◆ TASK DESCRIPTION: Below are entries. Pull out all lines containing "Coutinho".

○ ○ ○ ○

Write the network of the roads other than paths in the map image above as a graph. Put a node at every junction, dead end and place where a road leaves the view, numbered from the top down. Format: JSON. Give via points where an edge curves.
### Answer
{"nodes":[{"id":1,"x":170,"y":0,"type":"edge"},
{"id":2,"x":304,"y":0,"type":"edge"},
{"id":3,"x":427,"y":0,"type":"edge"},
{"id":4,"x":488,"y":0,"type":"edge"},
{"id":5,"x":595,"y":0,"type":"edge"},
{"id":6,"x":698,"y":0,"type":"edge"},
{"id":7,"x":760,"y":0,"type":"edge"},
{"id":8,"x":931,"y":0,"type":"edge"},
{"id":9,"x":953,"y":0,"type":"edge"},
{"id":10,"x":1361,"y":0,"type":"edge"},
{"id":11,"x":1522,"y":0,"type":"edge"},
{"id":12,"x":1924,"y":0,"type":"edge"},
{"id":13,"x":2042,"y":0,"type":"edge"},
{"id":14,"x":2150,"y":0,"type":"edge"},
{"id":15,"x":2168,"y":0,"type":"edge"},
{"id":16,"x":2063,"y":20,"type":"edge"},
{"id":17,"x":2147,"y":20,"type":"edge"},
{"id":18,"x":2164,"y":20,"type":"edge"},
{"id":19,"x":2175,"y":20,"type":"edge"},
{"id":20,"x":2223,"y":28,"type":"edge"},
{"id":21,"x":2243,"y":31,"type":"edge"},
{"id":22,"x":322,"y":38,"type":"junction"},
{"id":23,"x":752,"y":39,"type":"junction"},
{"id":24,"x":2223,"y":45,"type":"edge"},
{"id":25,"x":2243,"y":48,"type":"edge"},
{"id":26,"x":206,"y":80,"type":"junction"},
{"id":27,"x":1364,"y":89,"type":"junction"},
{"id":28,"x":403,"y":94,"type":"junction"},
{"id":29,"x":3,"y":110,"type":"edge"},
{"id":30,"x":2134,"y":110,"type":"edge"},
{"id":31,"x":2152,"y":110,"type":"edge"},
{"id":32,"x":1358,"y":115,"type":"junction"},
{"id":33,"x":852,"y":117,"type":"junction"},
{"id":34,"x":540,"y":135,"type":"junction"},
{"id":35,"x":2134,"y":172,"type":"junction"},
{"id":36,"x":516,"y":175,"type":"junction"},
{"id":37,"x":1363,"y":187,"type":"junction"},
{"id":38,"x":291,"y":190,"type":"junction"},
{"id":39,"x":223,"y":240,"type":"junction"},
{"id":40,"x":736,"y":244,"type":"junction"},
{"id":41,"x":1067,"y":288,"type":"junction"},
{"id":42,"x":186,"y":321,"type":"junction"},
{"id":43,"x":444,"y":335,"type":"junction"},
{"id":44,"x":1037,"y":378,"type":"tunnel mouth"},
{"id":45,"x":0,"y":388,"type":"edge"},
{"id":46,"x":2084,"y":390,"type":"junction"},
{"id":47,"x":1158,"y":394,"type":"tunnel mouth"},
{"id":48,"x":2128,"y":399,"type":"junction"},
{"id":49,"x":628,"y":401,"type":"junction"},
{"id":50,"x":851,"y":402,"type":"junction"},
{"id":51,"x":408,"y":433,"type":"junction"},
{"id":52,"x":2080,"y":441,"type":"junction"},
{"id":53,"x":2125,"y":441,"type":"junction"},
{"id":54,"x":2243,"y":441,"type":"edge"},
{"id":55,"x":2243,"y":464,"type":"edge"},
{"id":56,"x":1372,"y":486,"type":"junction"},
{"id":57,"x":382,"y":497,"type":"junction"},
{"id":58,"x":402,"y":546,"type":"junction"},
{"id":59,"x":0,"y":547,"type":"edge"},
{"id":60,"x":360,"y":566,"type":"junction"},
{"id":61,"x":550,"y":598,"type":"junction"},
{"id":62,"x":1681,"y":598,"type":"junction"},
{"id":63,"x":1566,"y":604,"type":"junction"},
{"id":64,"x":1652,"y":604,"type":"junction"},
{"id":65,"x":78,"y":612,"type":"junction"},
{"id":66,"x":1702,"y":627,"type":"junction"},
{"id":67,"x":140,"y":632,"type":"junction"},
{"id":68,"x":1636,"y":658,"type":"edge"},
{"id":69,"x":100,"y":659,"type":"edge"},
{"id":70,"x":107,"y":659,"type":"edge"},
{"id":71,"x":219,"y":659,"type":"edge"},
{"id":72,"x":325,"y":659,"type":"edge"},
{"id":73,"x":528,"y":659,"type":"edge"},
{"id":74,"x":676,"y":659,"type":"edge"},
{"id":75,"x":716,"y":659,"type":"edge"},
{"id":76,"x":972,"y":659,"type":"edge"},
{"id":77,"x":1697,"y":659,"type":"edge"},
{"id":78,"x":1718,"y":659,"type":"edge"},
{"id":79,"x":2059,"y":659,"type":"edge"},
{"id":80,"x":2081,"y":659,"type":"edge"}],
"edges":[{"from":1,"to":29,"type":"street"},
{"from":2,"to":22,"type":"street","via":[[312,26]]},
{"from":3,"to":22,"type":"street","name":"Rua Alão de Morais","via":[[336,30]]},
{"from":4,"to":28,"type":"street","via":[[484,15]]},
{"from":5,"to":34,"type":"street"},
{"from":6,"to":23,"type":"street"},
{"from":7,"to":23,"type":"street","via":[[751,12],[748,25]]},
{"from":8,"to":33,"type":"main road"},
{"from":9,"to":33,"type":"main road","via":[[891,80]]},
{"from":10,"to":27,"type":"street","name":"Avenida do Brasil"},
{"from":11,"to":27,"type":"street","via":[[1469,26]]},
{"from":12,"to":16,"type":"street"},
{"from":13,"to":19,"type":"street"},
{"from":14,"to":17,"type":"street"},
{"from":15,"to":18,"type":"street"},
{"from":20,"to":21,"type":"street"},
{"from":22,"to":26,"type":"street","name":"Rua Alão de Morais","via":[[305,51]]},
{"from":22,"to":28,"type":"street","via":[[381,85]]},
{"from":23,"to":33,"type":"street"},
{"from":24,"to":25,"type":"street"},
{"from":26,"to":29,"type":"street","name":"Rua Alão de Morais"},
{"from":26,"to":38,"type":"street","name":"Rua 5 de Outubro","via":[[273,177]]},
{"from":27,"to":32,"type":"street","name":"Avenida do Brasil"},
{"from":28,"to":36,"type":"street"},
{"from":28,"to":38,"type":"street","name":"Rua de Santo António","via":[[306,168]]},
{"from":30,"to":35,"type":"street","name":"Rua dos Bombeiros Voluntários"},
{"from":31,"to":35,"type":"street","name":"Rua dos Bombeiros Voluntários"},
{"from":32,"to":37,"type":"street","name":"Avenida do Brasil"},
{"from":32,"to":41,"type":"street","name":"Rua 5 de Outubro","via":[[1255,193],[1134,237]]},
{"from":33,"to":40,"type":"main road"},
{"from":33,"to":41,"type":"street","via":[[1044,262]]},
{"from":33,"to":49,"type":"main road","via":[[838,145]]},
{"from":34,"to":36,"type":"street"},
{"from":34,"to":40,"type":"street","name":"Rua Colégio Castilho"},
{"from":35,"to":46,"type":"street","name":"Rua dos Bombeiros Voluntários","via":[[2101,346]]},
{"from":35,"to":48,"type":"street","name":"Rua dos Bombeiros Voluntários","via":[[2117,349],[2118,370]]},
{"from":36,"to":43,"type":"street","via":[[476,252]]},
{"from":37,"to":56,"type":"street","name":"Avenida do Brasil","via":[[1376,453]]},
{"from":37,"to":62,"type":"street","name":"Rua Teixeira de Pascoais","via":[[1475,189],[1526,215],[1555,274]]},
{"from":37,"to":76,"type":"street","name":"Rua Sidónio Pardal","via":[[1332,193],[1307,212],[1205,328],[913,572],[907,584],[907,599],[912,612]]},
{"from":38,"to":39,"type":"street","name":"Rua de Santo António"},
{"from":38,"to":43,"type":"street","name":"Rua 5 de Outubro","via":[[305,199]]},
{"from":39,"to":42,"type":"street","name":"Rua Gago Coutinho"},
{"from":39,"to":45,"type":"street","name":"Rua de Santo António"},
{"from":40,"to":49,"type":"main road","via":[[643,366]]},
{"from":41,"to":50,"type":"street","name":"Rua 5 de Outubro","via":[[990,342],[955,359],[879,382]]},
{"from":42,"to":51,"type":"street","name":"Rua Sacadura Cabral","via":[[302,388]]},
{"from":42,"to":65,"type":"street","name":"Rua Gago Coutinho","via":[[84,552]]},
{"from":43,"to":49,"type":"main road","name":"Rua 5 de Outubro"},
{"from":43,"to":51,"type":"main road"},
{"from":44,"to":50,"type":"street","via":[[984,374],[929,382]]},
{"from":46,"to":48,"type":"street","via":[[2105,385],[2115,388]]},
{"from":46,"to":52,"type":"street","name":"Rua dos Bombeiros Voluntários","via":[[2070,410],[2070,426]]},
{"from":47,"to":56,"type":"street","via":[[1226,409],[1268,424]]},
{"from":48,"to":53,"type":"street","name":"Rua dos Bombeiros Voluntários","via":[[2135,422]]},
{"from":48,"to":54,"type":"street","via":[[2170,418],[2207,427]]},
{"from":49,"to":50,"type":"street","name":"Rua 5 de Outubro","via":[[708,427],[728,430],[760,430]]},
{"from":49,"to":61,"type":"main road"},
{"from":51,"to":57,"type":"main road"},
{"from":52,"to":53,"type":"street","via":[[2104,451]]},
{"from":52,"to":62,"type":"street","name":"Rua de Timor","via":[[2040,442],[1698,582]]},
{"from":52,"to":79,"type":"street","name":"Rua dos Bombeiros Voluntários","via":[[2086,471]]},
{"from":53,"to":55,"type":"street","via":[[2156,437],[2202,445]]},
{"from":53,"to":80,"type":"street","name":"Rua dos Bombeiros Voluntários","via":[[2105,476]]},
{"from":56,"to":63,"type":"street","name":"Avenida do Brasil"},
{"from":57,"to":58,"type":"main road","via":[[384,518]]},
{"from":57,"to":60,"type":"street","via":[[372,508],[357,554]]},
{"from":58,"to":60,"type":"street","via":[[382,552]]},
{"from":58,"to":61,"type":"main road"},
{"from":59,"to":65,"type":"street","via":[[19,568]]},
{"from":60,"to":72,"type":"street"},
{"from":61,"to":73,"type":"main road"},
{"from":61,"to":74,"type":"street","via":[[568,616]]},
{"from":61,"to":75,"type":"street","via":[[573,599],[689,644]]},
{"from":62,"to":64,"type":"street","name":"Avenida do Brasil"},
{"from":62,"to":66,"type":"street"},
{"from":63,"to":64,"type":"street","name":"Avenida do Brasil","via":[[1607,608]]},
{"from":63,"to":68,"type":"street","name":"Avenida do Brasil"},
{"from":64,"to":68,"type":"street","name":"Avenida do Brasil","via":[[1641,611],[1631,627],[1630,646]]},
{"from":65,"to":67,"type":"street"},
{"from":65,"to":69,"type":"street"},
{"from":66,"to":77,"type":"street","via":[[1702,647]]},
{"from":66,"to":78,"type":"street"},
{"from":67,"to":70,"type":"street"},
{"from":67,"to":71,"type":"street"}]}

○ ○ ○ ○

◆ EXERCISE RESULT:
{"from":39,"to":42,"type":"street","name":"Rua Gago Coutinho"},
{"from":42,"to":65,"type":"street","name":"Rua Gago Coutinho","via":[[84,552]]},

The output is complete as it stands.